Your assignment:
Please filter the data down to the lines that include the word "Robbins" and copy them.

Exercise data:
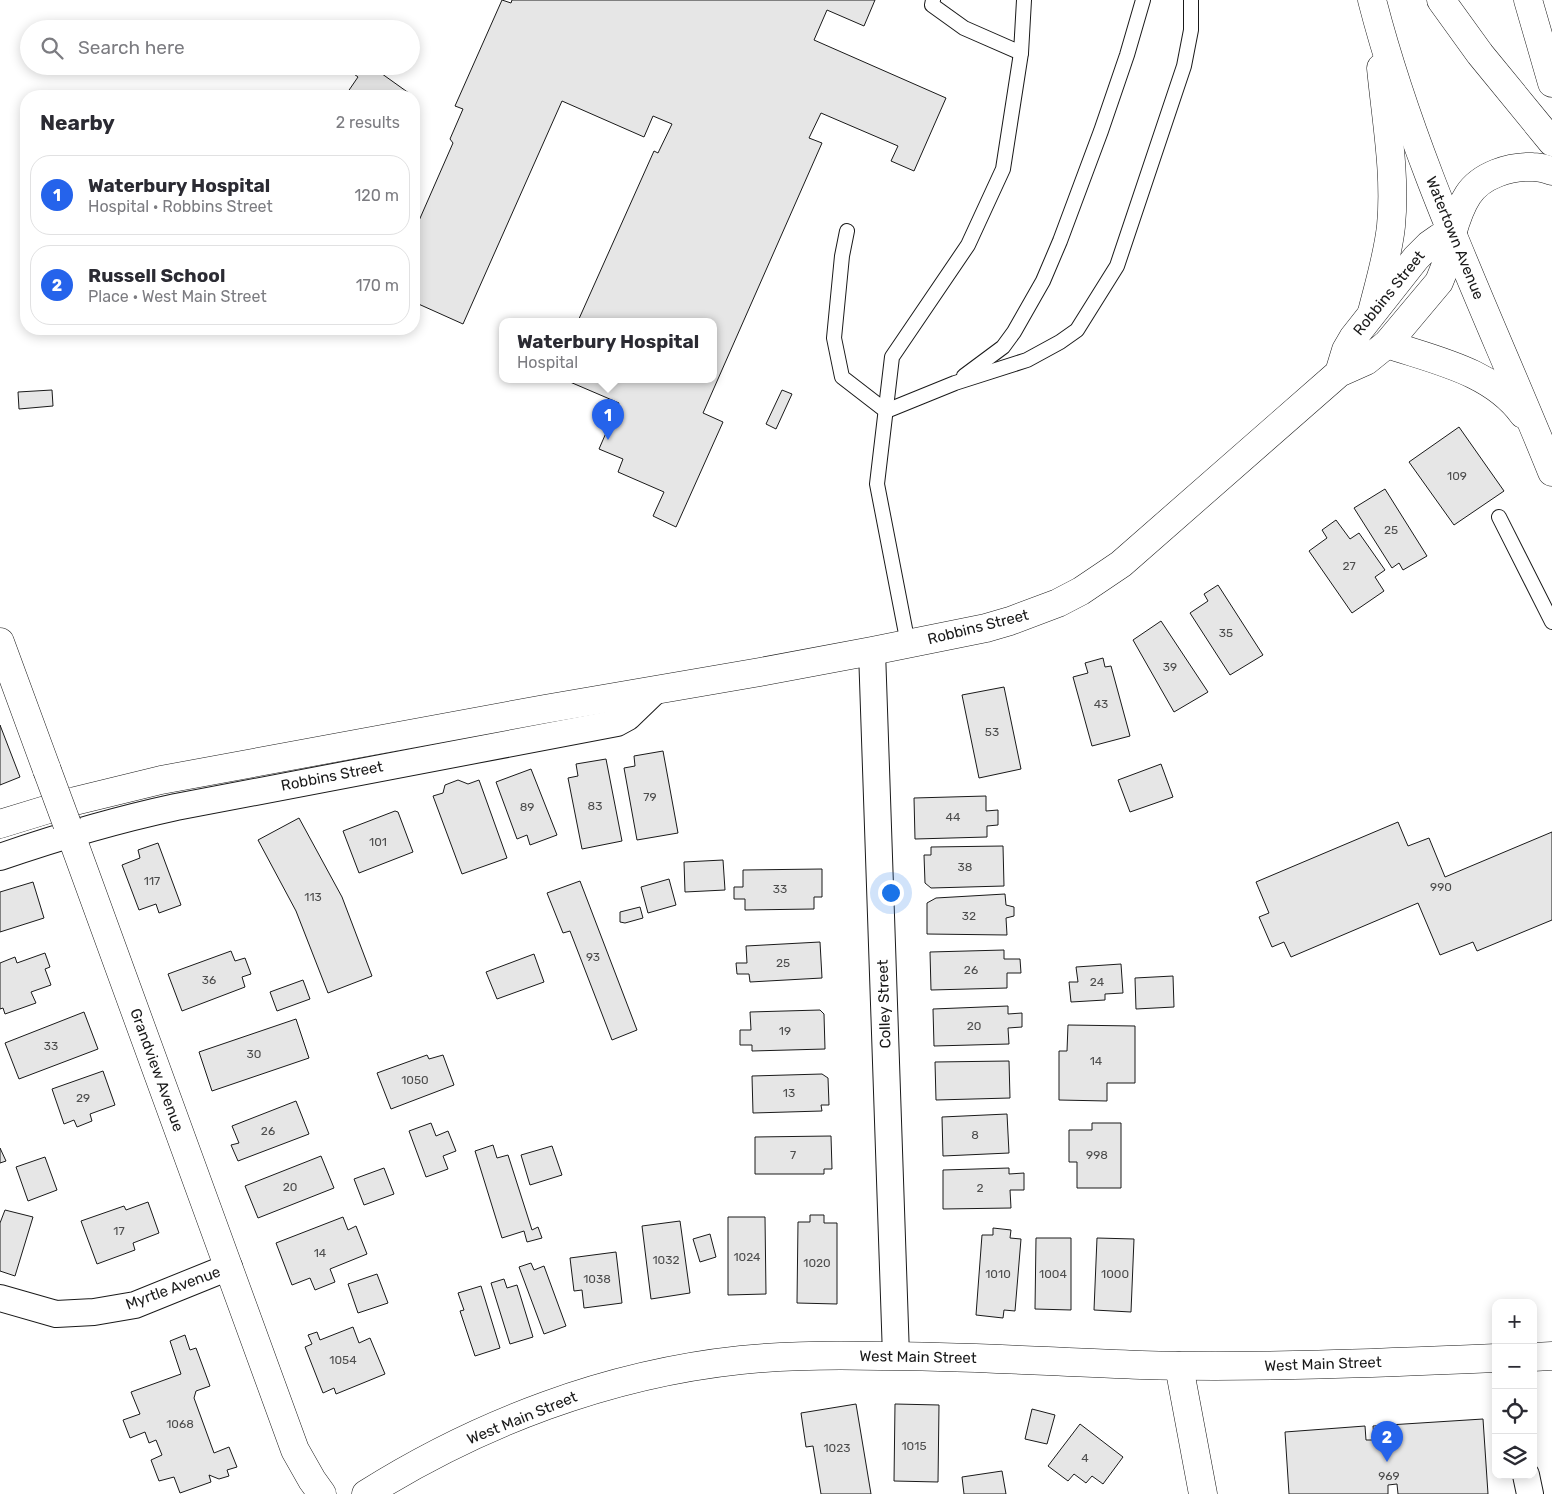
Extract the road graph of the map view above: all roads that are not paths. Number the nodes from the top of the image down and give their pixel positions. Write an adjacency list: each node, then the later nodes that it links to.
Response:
1 (932, 0): 8 (lane)
2 (1024, 0): 8 (lane)
3 (1143, 0): 17 (lane)
4 (1191, 0): 17 (lane)
5 (1441, 0): 10 (main road)
6 (1528, 0): 9 (main road)
7 (1373, 5): 13 (main road, Watertown Avenue); 14 (main road)
8 (1021, 52): 18 (lane)
9 (1552, 83)
10 (1552, 142)
11 (1552, 171): 13 (main road)
12 (847, 232): 18 (lane)
13 (1452, 234): 14 (main road, Robbins Street); 15 (main road, Robbins Street); 19 (main road, Watertown Avenue)
14 (1372, 312): 16 (main road, Robbins Street)
15 (1387, 344): 16 (main road, Robbins Street); 19 (main road)
16 (1339, 373): 24 (main road, Robbins Street)
17 (955, 382): 18 (lane)
18 (886, 411): 24 (lane)
19 (1535, 429): 20 (main road, Watertown Avenue)
20 (1552, 472)
21 (1499, 517): 22 (lane)
22 (1552, 622)
23 (0, 642): 28 (main road, Grandview Avenue, bridge)
24 (908, 644): 25 (main road, Robbins Street)
25 (872, 651): 26 (main road, Robbins Street); 32 (street, Colley Street)
26 (656, 690): 27 (main road, Robbins Street); 28 (street, Robbins Street)
27 (0, 824)
28 (69, 829): 29 (street, Robbins Street); 30 (main road, Grandview Avenue)
29 (0, 857)
30 (228, 1267): 31 (street, Myrtle Avenue); 38 (main road, Grandview Avenue)
31 (0, 1298)
32 (896, 1356): 36 (main road, West Main Street); 39 (main road, West Main Street)
33 (1537, 1356): 34 (main road)
34 (1552, 1356)
35 (1492, 1358): 36 (main road, West Main Street)
36 (1179, 1366): 40 (main road)
37 (1527, 1479): 41 (street)
38 (322, 1494)
39 (366, 1494)
40 (1203, 1494)
41 (1530, 1494)

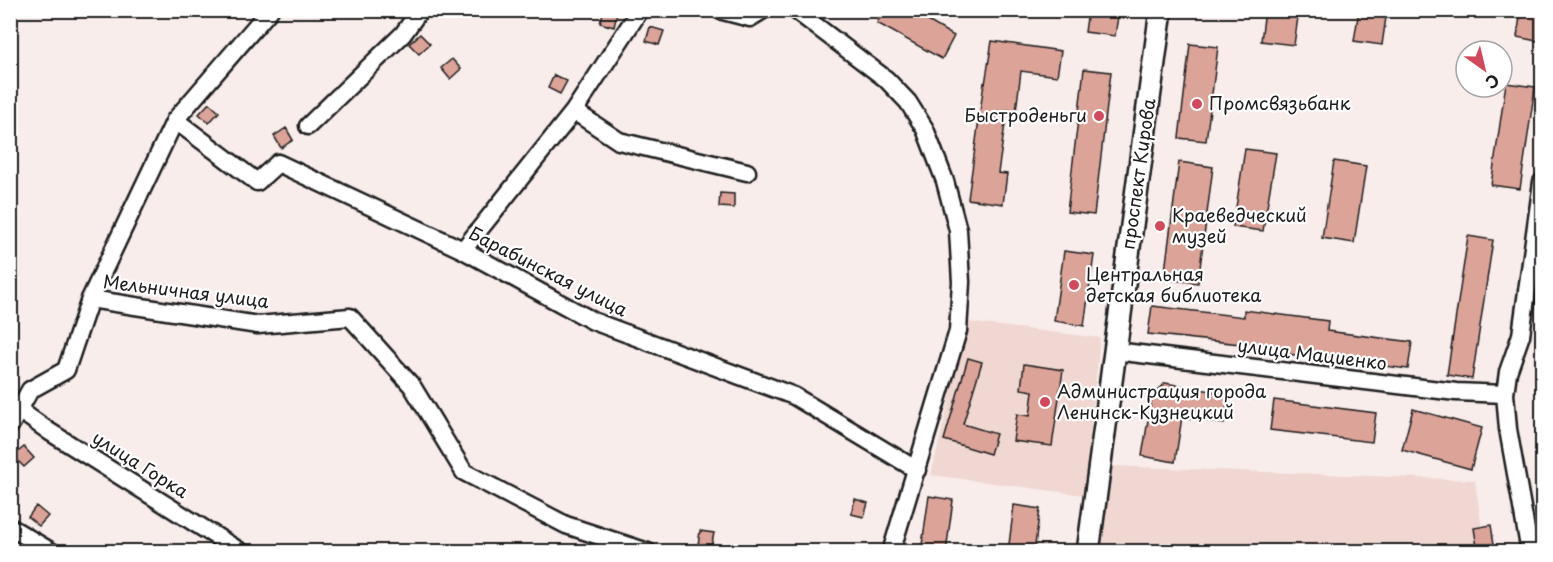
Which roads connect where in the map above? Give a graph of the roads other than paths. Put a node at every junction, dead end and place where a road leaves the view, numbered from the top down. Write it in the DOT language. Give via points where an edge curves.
graph roads {
  1 [pos="270,10"];
  2 [pos="420,10"];
  3 [pos="640,10"];
  4 [pos="719,10"];
  5 [pos="763,10"];
  6 [pos="795,10"];
  7 [pos="1161,10"];
  8 [pos="574,111"];
  9 [pos="175,120"];
  10 [pos="308,126"];
  11 [pos="747,172"];
  12 [pos="1542,182"];
  13 [pos="463,250"];
  14 [pos="90,299"];
  15 [pos="1115,351"];
  16 [pos="1504,394"];
  17 [pos="19,410"];
  18 [pos="10,426"];
  19 [pos="917,470"];
  20 [pos="10,527"];
  21 [pos="52,552"];
  22 [pos="241,552"];
  23 [pos="648,552"];
  24 [pos="891,552"];
  25 [pos="1088,552"];
  26 [pos="1530,552"];
  1 -- 9 [label="street"];
  2 -- 10 [label="street" via="402,34"];
  3 -- 8 [label="street"];
  4 -- 5 [label="street" via="750,18"];
  6 -- 19 [label="street" via="886,79 908,102 925,129 958,230 958,331"];
  7 -- 15 [label="main road, проспект Кирова"];
  8 -- 11 [label="street" via="619,141"];
  8 -- 13 [label="street"];
  9 -- 13 [label="street, Барабинская улица" via="257,182 278,163"];
  9 -- 14 [label="street"];
  12 -- 16 [label="street" via="1521,335"];
  13 -- 19 [label="street, Барабинская улица" via="593,321 794,396"];
  14 -- 17 [label="street" via="66,370 30,390"];
  14 -- 23 [label="street, Мельничная улица" via="258,325 350,317 412,386 464,472 566,525"];
  15 -- 16 [label="street, улица Мациенко" via="1456,392"];
  15 -- 25 [label="main road, проспект Кирова"];
  16 -- 26 [label="street"];
  17 -- 18 [label="street"];
  17 -- 22 [label="street, улица Горка"];
  19 -- 24 [label="street"];
  20 -- 21 [label="street"];
}
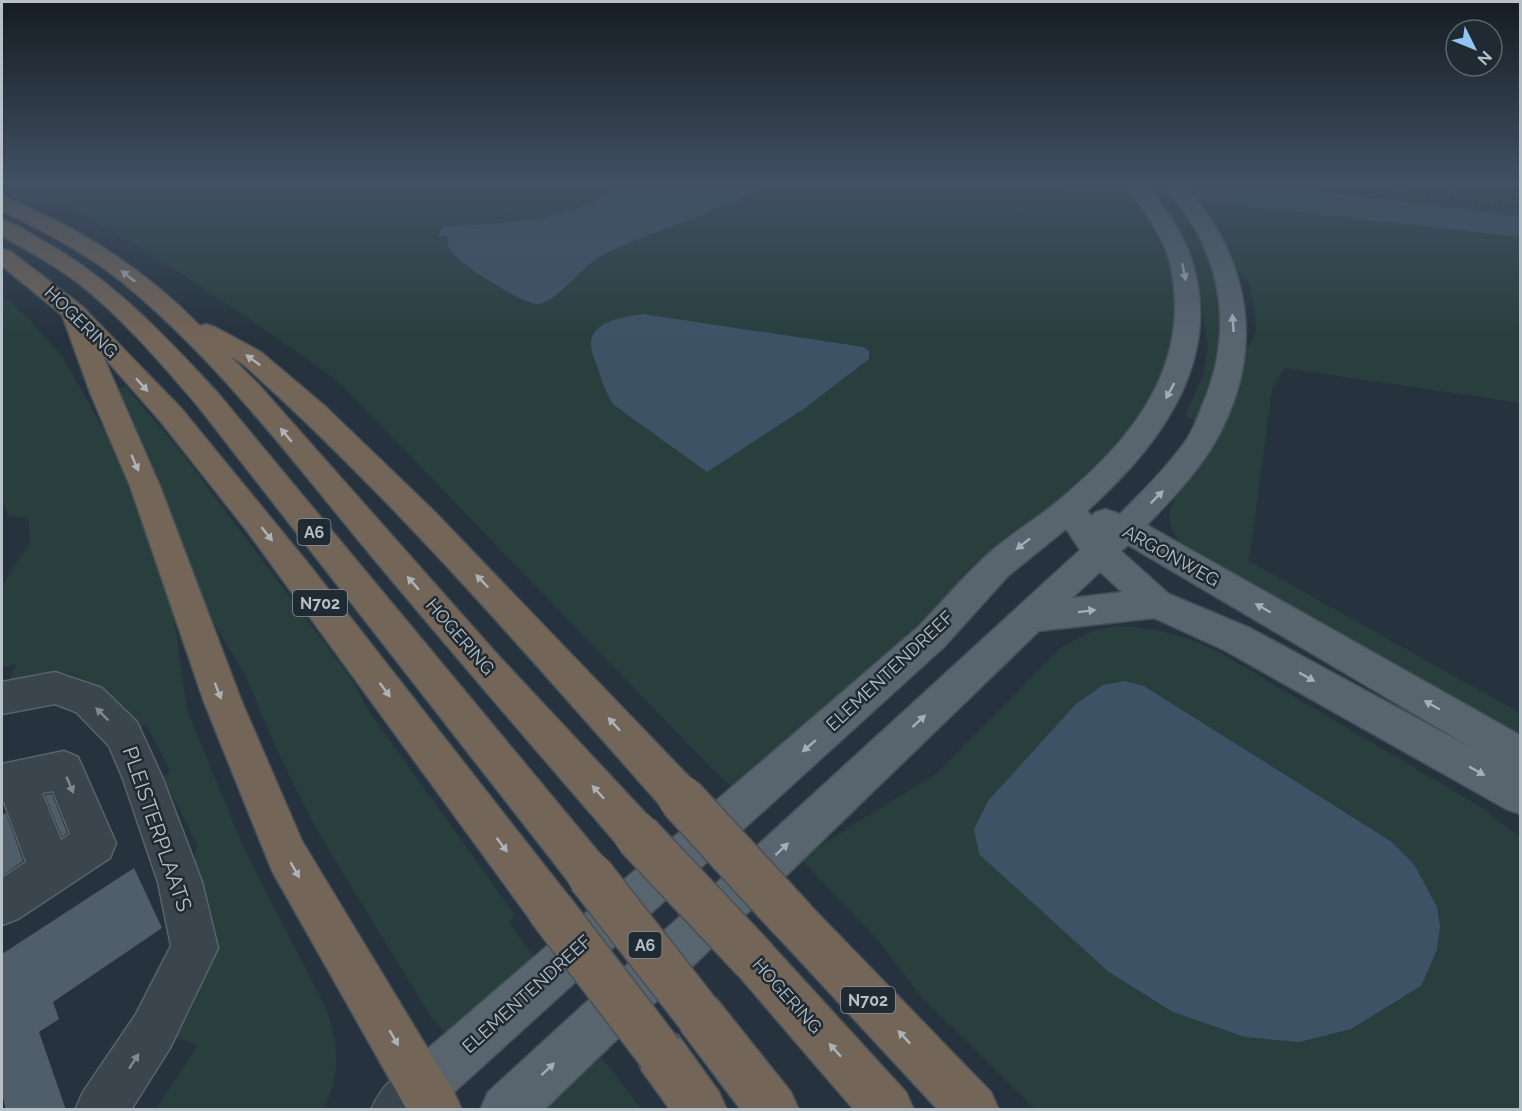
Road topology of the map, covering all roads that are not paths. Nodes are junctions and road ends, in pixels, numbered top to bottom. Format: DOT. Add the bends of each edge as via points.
graph roads {
  1 [pos="15,234"];
  2 [pos="65,234"];
  3 [pos="1171,234"];
  4 [pos="1207,234"];
  5 [pos="2,256"];
  6 [pos="73,311"];
  7 [pos="173,314"];
  8 [pos="1069,509"];
  9 [pos="1125,528"];
  10 [pos="1100,551"];
  11 [pos="1157,604"];
  12 [pos="1029,618"];
  13 [pos="2,698"];
  14 [pos="1521,755"];
  15 [pos="9,781"];
  16 [pos="1521,795"];
  17 [pos="2,900"];
  18 [pos="966,1100"];
  19 [pos="419,1102"];
  20 [pos="101,1110"];
  21 [pos="506,1110"];
  22 [pos="701,1110"];
  23 [pos="773,1110"];
  24 [pos="888,1110"];
  1 -- 23 [label="highway, A6, bridge" via="48,252 107,294 229,424"];
  7 -- 2 [label="highway, HOGERING / N702, one-way" via="129,276"];
  3 -- 8 [label="main road, ELEMENTENDREEF, one-way" via="1184,266 1190,316 1182,362 1153,421 1124,457"];
  9 -- 4 [label="main road, ELEMENTENDREEF, one-way" via="1164,490 1201,440 1224,386 1234,338 1231,298 1225,272"];
  5 -- 6 [label="highway, HOGERING / N702"];
  6 -- 19 [label="highway, N702, one-way" via="146,486 223,702 287,856"];
  6 -- 22 [label="highway, HOGERING / N702, one-way, bridge" via="229,486"];
  18 -- 7 [label="highway, N702, one-way, bridge" via="793,920 424,520 316,414 252,358"];
  24 -- 7 [label="highway, HOGERING / N702, one-way, bridge" via="484,665 249,391"];
  8 -- 9 [label="main road, ARGONWEG"];
  8 -- 10 [label="main road, ARGONWEG"];
  8 -- 19 [label="main road, ELEMENTENDREEF, one-way" via="1005,558 931,637"];
  9 -- 10 [label="main road, ELEMENTENDREEF"];
  14 -- 9 [label="main road, ARGONWEG, one-way"];
  10 -- 11 [label="main road, ARGONWEG"];
  10 -- 12 [label="main road, ELEMENTENDREEF"];
  12 -- 11 [label="main road, one-way"];
  11 -- 16 [label="main road, ARGONWEG, one-way" via="1237,639"];
  21 -- 12 [label="main road, ELEMENTENDREEF, one-way"];
  20 -- 13 [label="street, PLEISTERPLAATS, one-way" via="153,1031 195,948 180,882 123,734 89,700 55,688"];
  15 -- 17 [label="street, one-way" via="64,770 95,843"];
}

Result of the task:
13 (1452, 234): 14 (main road, Robbins Street); 15 (main road, Robbins Street); 19 (main road, Watertown Avenue)
14 (1372, 312): 16 (main road, Robbins Street)
15 (1387, 344): 16 (main road, Robbins Street); 19 (main road)
16 (1339, 373): 24 (main road, Robbins Street)
24 (908, 644): 25 (main road, Robbins Street)
25 (872, 651): 26 (main road, Robbins Street); 32 (street, Colley Street)
26 (656, 690): 27 (main road, Robbins Street); 28 (street, Robbins Street)
28 (69, 829): 29 (street, Robbins Street); 30 (main road, Grandview Avenue)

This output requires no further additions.